Mahkemelerin, düşüncelerin açıklanması ve yayılmasına yönelik olarak tazminata veya cezaya karar verirken ifade özgürlüğünün kullanılmasından kaynaklanan yarardan çok daha ağır basan, korunması gereken bir yararın varlığını somut olgulara dayanarak göstermeleri gerektiğinin belirtildiği kararda, siyasilere yönelik eleştirinin sınırları çok daha geniş olduğu anımsatıldı. Kararda, Poyraz’ın, Gül ve Gülün birlikte siyaset yaptığı kişilere karşı son derece şüpheci yaklaştığına, bu kişilere genel olarak güvenmediğine, bu kişilerin kendisinin de mensubu olduğu dünya görüşüne karşı düşman oldukları fikrini taşıyarak, milleti aldattıklarına inandığına dikkat çekildi.
Sağlıklı bir demokraside hükümetleri STK, basın veya siyasi partilerin de denetlemesi gerekir
Hükümetlerin kullandıkları kamu gücünden dolayı kendilerine yöneltilmiş en ağır eleştirileri bile hoşgörü ile karşılamak zorunda olduğunun ifade edildiği kararda, “Sağlıklı bir demokrasi, bir hükümetin yalnızca yasama organı veya yargı organları tarafından denetlenmesini değil, aynı zamanda sivil toplum örgütleri, medya ve basın veya siyasi partiler gibi siyasal alanda yer alan diğer aktörlerce de denetlenmesini gerektirir.

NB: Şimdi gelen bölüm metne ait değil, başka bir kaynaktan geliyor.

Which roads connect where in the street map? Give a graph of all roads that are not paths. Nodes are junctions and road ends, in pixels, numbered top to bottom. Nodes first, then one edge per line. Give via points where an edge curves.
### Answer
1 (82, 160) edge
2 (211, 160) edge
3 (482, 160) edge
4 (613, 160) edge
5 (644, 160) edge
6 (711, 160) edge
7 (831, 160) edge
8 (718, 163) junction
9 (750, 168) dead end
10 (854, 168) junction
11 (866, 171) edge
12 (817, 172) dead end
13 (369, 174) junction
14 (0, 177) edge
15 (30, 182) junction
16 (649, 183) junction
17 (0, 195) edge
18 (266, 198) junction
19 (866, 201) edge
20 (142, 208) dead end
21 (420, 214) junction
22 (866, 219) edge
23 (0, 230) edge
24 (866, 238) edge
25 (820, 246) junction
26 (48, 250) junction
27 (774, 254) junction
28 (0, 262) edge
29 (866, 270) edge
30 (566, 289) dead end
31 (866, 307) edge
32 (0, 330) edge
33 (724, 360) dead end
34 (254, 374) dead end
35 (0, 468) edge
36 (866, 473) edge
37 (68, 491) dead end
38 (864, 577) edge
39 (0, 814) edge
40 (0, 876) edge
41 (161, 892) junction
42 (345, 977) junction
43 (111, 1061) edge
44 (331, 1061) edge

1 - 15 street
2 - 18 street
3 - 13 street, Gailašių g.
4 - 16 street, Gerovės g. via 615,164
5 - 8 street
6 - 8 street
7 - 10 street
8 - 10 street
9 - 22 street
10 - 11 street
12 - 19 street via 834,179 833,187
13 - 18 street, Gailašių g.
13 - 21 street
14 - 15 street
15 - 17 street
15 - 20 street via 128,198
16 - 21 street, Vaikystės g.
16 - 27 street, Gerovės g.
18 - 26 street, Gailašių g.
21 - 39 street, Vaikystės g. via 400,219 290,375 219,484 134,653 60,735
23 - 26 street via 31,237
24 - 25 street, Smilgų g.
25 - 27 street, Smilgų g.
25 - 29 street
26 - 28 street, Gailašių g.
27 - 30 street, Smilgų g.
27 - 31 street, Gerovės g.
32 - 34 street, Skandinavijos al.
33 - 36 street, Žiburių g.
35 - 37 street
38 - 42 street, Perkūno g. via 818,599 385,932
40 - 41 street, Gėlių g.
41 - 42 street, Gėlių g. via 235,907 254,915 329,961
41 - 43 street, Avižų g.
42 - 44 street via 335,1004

Aynı şekilde siyasetçilere yönelik eleştirilerin kabul edilebilir sınırları, diğer kişilere yönelik eleştiri sınırına göre daha geniştir. Bir siyasetçi diğer kişilerden farklı olarak her sözünü ve eylemini bilerek halkın ve aynı zamanda diğer siyasetçilerin denetimine açar; bu nedenle de daha geniş hoşgörü göstermek zorundadır” denildi. Mahkemelerin, siyasi tartışmaların yoğun olarak yaşandığı bir dönemde bu kitabın yayımlanmasının beklenen bir gelişme olduğunu gözardı ettiğinin ifade edildiği gerekçede, kitapta, 20 yılı aşkın bir süredir Türkiye siyasetinin en önemli aktörlerinden biri olan davacının eleştirmesinin ve onun hayatının bazı kesitleri ile ilişkilerini ve sözlerini analiz etmesinin genel olarak kamu yararını ilgilendiren bir mesele olduğu belirtildi. Hükümetlere ve siyasetçilere yöneltilen eleştirinin sınırının özel kişilere göre daha geniş olduğunun anımsatıldığı kararda, şu değerlendirmeye yer verildi:
“Başvuru konusu kitapta, kitabın yayımlandığı tarihte dışişleri bakanı ve cumhurbaşkanı adayı olan davacı Abdullah Gül'ün siyasi ve aile yaşamına ilişkin bazı detaylara yer verilmiş ve bazı iddialar ortaya atılmıştır. Ancak ortaya atılan iddialar genel olarak başka kitaplardan, gazete haber ve yazıları ile dergi makalelerinden alıntılar temelinde yapılmıştır. Bununla birlikte kitapta sıklıkla atıf yapılan bir başka kaynak ise Yargıtay Cumhuriyet Başsavcılığının bazı yazışmaları ile Abdullah Öcalan'ın bir mektubudur. Bu kapsamda kullanılan kaynakların büyük çoğunluğunun herkesin ulaşabileceği yazı ve haberler ile çoğunlukla davacının siyasi görüşlerine muhalif kişilerin yazıları olduğu anlaşılmaktadır. Dolayısıyla kitap önemli ölçüde herkesin ulaşabileceği açık kaynaklar kullanılarak yapılan bazı değer yargılarına dayanmaktadır.”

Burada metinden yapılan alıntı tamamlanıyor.